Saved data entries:

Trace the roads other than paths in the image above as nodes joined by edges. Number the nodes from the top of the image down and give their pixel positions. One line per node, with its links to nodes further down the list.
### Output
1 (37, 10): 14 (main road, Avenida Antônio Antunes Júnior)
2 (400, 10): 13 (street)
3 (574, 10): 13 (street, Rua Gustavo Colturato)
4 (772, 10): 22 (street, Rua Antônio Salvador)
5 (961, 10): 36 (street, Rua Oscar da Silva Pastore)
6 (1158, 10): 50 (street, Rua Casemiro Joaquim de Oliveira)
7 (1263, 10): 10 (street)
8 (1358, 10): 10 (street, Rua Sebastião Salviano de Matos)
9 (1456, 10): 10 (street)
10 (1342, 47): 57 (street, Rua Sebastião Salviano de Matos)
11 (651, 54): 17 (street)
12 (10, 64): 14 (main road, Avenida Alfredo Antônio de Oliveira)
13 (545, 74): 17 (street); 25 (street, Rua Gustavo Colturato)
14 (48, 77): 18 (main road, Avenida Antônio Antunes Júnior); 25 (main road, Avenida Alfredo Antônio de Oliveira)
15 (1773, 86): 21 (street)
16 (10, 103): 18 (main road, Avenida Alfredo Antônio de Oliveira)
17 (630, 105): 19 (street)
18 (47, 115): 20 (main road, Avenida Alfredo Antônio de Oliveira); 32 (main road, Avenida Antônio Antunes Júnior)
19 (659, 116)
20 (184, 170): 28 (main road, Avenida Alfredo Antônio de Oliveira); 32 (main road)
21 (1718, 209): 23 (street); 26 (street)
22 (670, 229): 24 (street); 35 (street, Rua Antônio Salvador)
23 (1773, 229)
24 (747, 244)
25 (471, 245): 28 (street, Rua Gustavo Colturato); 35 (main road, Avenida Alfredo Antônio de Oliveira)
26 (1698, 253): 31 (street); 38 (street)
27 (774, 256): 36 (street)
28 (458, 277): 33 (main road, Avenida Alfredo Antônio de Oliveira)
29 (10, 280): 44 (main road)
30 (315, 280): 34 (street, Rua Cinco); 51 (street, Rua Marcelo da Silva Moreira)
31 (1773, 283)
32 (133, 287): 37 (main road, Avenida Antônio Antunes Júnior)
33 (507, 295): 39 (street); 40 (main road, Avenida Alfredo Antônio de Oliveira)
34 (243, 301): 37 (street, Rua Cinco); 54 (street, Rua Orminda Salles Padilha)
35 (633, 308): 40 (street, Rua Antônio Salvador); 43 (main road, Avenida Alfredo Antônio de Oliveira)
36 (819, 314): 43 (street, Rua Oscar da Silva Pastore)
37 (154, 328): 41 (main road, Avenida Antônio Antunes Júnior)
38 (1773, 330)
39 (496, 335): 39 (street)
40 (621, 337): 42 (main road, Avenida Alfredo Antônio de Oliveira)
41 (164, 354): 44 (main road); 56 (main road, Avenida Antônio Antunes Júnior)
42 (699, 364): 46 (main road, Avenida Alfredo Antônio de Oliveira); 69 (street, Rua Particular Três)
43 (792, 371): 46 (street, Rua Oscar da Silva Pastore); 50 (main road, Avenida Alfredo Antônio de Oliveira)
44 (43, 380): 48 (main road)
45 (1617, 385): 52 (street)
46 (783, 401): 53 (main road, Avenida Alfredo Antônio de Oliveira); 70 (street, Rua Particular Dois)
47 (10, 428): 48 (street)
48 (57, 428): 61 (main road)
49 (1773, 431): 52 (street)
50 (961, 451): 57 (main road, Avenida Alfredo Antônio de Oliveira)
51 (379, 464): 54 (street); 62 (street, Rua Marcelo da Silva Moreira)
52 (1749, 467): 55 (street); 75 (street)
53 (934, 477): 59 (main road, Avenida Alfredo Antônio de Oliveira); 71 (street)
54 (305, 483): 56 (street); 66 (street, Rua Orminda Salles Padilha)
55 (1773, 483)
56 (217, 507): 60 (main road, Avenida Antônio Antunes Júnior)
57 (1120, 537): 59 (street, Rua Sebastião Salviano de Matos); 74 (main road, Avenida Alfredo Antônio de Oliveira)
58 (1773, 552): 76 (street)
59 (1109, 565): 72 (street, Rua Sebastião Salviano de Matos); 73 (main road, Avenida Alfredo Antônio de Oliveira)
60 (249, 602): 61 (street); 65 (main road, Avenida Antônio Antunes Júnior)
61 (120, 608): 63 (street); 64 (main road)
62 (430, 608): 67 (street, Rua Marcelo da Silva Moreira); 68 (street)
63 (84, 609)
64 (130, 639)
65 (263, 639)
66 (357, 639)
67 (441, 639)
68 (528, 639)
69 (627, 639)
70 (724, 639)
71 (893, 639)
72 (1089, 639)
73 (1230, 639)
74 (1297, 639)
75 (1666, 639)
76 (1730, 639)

• [Your instructions]:
Please transcribe each of the entries, exactly as written.

• [Written answer]:
Trace the roads other than paths in the image above as nodes joined by edges. Number the nodes from the top of the image down and give their pixel positions. One line per node, with its links to nodes further down the list.
### Output
1 (37, 10): 14 (main road, Avenida Antônio Antunes Júnior)
2 (400, 10): 13 (street)
3 (574, 10): 13 (street, Rua Gustavo Colturato)
4 (772, 10): 22 (street, Rua Antônio Salvador)
5 (961, 10): 36 (street, Rua Oscar da Silva Pastore)
6 (1158, 10): 50 (street, Rua Casemiro Joaquim de Oliveira)
7 (1263, 10): 10 (street)
8 (1358, 10): 10 (street, Rua Sebastião Salviano de Matos)
9 (1456, 10): 10 (street)
10 (1342, 47): 57 (street, Rua Sebastião Salviano de Matos)
11 (651, 54): 17 (street)
12 (10, 64): 14 (main road, Avenida Alfredo Antônio de Oliveira)
13 (545, 74): 17 (street); 25 (street, Rua Gustavo Colturato)
14 (48, 77): 18 (main road, Avenida Antônio Antunes Júnior); 25 (main road, Avenida Alfredo Antônio de Oliveira)
15 (1773, 86): 21 (street)
16 (10, 103): 18 (main road, Avenida Alfredo Antônio de Oliveira)
17 (630, 105): 19 (street)
18 (47, 115): 20 (main road, Avenida Alfredo Antônio de Oliveira); 32 (main road, Avenida Antônio Antunes Júnior)
19 (659, 116)
20 (184, 170): 28 (main road, Avenida Alfredo Antônio de Oliveira); 32 (main road)
21 (1718, 209): 23 (street); 26 (street)
22 (670, 229): 24 (street); 35 (street, Rua Antônio Salvador)
23 (1773, 229)
24 (747, 244)
25 (471, 245): 28 (street, Rua Gustavo Colturato); 35 (main road, Avenida Alfredo Antônio de Oliveira)
26 (1698, 253): 31 (street); 38 (street)
27 (774, 256): 36 (street)
28 (458, 277): 33 (main road, Avenida Alfredo Antônio de Oliveira)
29 (10, 280): 44 (main road)
30 (315, 280): 34 (street, Rua Cinco); 51 (street, Rua Marcelo da Silva Moreira)
31 (1773, 283)
32 (133, 287): 37 (main road, Avenida Antônio Antunes Júnior)
33 (507, 295): 39 (street); 40 (main road, Avenida Alfredo Antônio de Oliveira)
34 (243, 301): 37 (street, Rua Cinco); 54 (street, Rua Orminda Salles Padilha)
35 (633, 308): 40 (street, Rua Antônio Salvador); 43 (main road, Avenida Alfredo Antônio de Oliveira)
36 (819, 314): 43 (street, Rua Oscar da Silva Pastore)
37 (154, 328): 41 (main road, Avenida Antônio Antunes Júnior)
38 (1773, 330)
39 (496, 335): 39 (street)
40 (621, 337): 42 (main road, Avenida Alfredo Antônio de Oliveira)
41 (164, 354): 44 (main road); 56 (main road, Avenida Antônio Antunes Júnior)
42 (699, 364): 46 (main road, Avenida Alfredo Antônio de Oliveira); 69 (street, Rua Particular Três)
43 (792, 371): 46 (street, Rua Oscar da Silva Pastore); 50 (main road, Avenida Alfredo Antônio de Oliveira)
44 (43, 380): 48 (main road)
45 (1617, 385): 52 (street)
46 (783, 401): 53 (main road, Avenida Alfredo Antônio de Oliveira); 70 (street, Rua Particular Dois)
47 (10, 428): 48 (street)
48 (57, 428): 61 (main road)
49 (1773, 431): 52 (street)
50 (961, 451): 57 (main road, Avenida Alfredo Antônio de Oliveira)
51 (379, 464): 54 (street); 62 (street, Rua Marcelo da Silva Moreira)
52 (1749, 467): 55 (street); 75 (street)
53 (934, 477): 59 (main road, Avenida Alfredo Antônio de Oliveira); 71 (street)
54 (305, 483): 56 (street); 66 (street, Rua Orminda Salles Padilha)
55 (1773, 483)
56 (217, 507): 60 (main road, Avenida Antônio Antunes Júnior)
57 (1120, 537): 59 (street, Rua Sebastião Salviano de Matos); 74 (main road, Avenida Alfredo Antônio de Oliveira)
58 (1773, 552): 76 (street)
59 (1109, 565): 72 (street, Rua Sebastião Salviano de Matos); 73 (main road, Avenida Alfredo Antônio de Oliveira)
60 (249, 602): 61 (street); 65 (main road, Avenida Antônio Antunes Júnior)
61 (120, 608): 63 (street); 64 (main road)
62 (430, 608): 67 (street, Rua Marcelo da Silva Moreira); 68 (street)
63 (84, 609)
64 (130, 639)
65 (263, 639)
66 (357, 639)
67 (441, 639)
68 (528, 639)
69 (627, 639)
70 (724, 639)
71 (893, 639)
72 (1089, 639)
73 (1230, 639)
74 (1297, 639)
75 (1666, 639)
76 (1730, 639)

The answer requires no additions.